→ **Exercise instructions**
Every record below must come back exactly as written, with the images dropped.

##### Source material

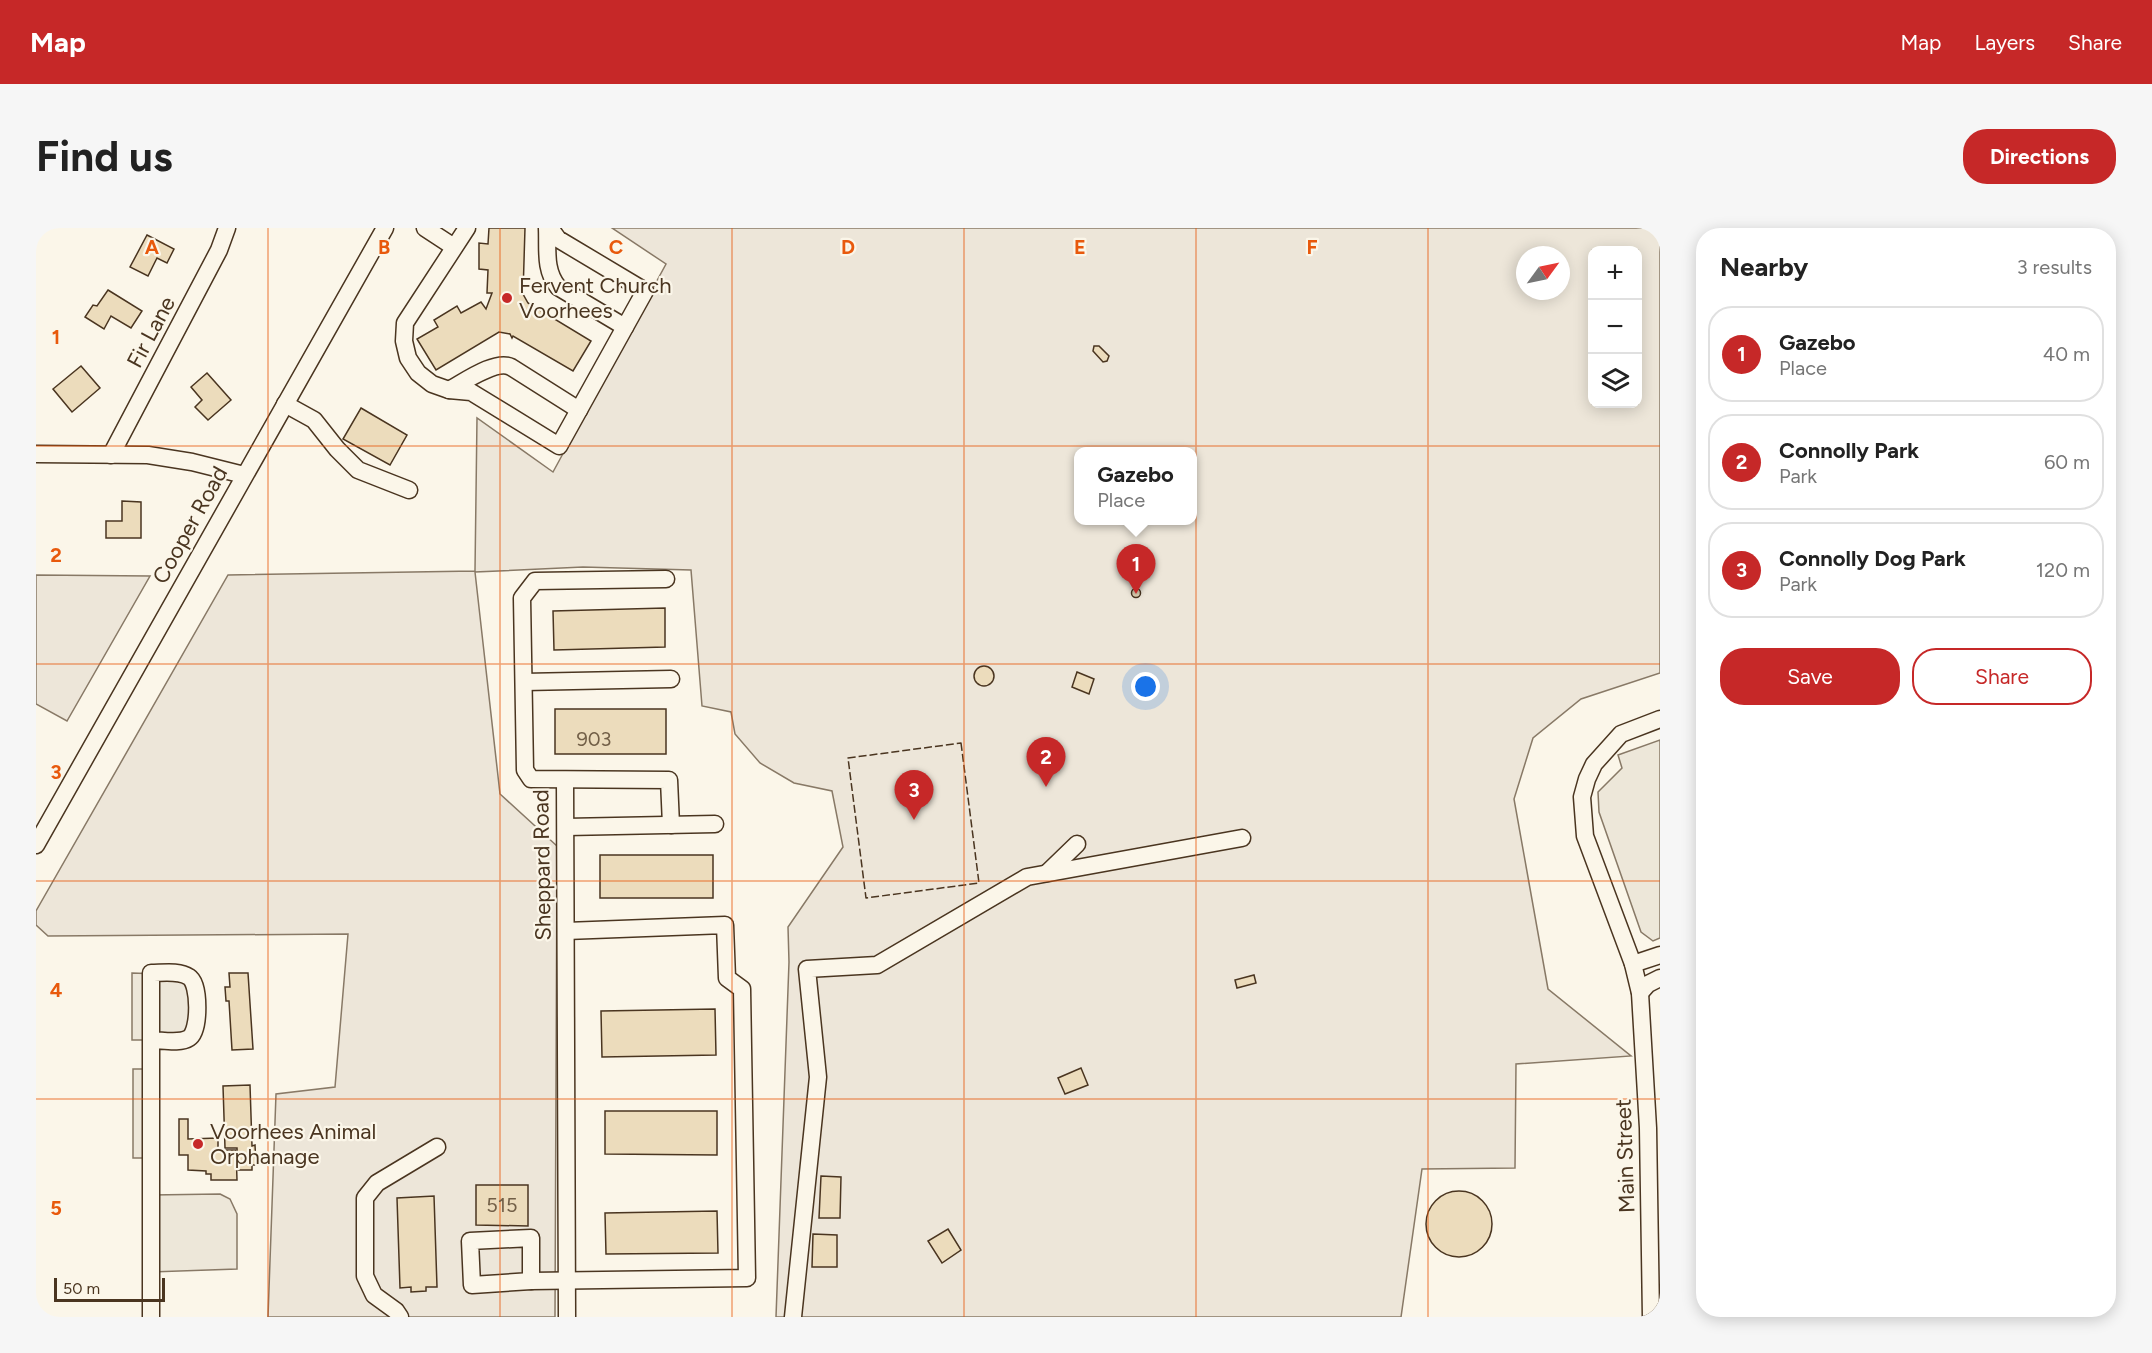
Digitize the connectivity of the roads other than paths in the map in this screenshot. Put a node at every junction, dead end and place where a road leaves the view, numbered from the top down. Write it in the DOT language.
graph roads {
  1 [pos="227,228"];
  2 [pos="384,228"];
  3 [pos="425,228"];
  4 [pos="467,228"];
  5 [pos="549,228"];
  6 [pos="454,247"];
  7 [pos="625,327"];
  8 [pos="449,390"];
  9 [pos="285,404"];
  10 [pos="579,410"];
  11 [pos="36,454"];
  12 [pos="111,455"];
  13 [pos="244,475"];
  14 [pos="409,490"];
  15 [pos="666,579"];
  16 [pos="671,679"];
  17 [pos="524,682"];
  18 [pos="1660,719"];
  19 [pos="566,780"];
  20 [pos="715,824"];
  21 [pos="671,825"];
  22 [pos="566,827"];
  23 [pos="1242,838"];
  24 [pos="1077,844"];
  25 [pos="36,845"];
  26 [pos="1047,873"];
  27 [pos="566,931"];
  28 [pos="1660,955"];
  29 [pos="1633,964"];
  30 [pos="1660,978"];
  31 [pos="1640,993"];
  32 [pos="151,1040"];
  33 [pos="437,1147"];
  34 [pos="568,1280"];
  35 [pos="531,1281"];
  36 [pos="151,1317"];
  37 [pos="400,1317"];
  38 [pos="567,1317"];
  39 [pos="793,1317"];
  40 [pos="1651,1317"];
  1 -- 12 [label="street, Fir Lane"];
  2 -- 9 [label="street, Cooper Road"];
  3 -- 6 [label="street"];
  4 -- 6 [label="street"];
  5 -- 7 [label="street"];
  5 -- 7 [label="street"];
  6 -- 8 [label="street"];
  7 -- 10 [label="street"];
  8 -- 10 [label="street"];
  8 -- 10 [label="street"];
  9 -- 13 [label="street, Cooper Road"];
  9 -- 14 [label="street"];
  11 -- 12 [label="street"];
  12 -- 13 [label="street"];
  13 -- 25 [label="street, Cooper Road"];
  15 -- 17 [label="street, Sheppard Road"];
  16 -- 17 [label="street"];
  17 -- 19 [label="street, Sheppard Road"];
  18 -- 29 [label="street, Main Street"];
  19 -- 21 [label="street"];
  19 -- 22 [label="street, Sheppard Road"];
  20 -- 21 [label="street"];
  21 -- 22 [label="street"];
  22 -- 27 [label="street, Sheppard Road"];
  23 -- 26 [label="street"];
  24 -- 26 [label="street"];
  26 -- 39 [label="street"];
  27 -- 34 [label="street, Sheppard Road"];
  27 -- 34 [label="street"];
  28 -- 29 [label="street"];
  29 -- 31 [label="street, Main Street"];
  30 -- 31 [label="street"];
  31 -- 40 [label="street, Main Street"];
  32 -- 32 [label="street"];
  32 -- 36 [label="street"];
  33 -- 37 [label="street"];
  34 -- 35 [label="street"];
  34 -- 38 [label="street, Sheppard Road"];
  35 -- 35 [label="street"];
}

##########

→ **Task solution**
Digitize the connectivity of the roads other than paths in the map in this screenshot. Put a node at every junction, dead end and place where a road leaves the view, numbered from the top down. Write it in the DOT language.
graph roads {
  1 [pos="227,228"];
  2 [pos="384,228"];
  3 [pos="425,228"];
  4 [pos="467,228"];
  5 [pos="549,228"];
  6 [pos="454,247"];
  7 [pos="625,327"];
  8 [pos="449,390"];
  9 [pos="285,404"];
  10 [pos="579,410"];
  11 [pos="36,454"];
  12 [pos="111,455"];
  13 [pos="244,475"];
  14 [pos="409,490"];
  15 [pos="666,579"];
  16 [pos="671,679"];
  17 [pos="524,682"];
  18 [pos="1660,719"];
  19 [pos="566,780"];
  20 [pos="715,824"];
  21 [pos="671,825"];
  22 [pos="566,827"];
  23 [pos="1242,838"];
  24 [pos="1077,844"];
  25 [pos="36,845"];
  26 [pos="1047,873"];
  27 [pos="566,931"];
  28 [pos="1660,955"];
  29 [pos="1633,964"];
  30 [pos="1660,978"];
  31 [pos="1640,993"];
  32 [pos="151,1040"];
  33 [pos="437,1147"];
  34 [pos="568,1280"];
  35 [pos="531,1281"];
  36 [pos="151,1317"];
  37 [pos="400,1317"];
  38 [pos="567,1317"];
  39 [pos="793,1317"];
  40 [pos="1651,1317"];
  1 -- 12 [label="street, Fir Lane"];
  2 -- 9 [label="street, Cooper Road"];
  3 -- 6 [label="street"];
  4 -- 6 [label="street"];
  5 -- 7 [label="street"];
  5 -- 7 [label="street"];
  6 -- 8 [label="street"];
  7 -- 10 [label="street"];
  8 -- 10 [label="street"];
  8 -- 10 [label="street"];
  9 -- 13 [label="street, Cooper Road"];
  9 -- 14 [label="street"];
  11 -- 12 [label="street"];
  12 -- 13 [label="street"];
  13 -- 25 [label="street, Cooper Road"];
  15 -- 17 [label="street, Sheppard Road"];
  16 -- 17 [label="street"];
  17 -- 19 [label="street, Sheppard Road"];
  18 -- 29 [label="street, Main Street"];
  19 -- 21 [label="street"];
  19 -- 22 [label="street, Sheppard Road"];
  20 -- 21 [label="street"];
  21 -- 22 [label="street"];
  22 -- 27 [label="street, Sheppard Road"];
  23 -- 26 [label="street"];
  24 -- 26 [label="street"];
  26 -- 39 [label="street"];
  27 -- 34 [label="street, Sheppard Road"];
  27 -- 34 [label="street"];
  28 -- 29 [label="street"];
  29 -- 31 [label="street, Main Street"];
  30 -- 31 [label="street"];
  31 -- 40 [label="street, Main Street"];
  32 -- 32 [label="street"];
  32 -- 36 [label="street"];
  33 -- 37 [label="street"];
  34 -- 35 [label="street"];
  34 -- 38 [label="street, Sheppard Road"];
  35 -- 35 [label="street"];
}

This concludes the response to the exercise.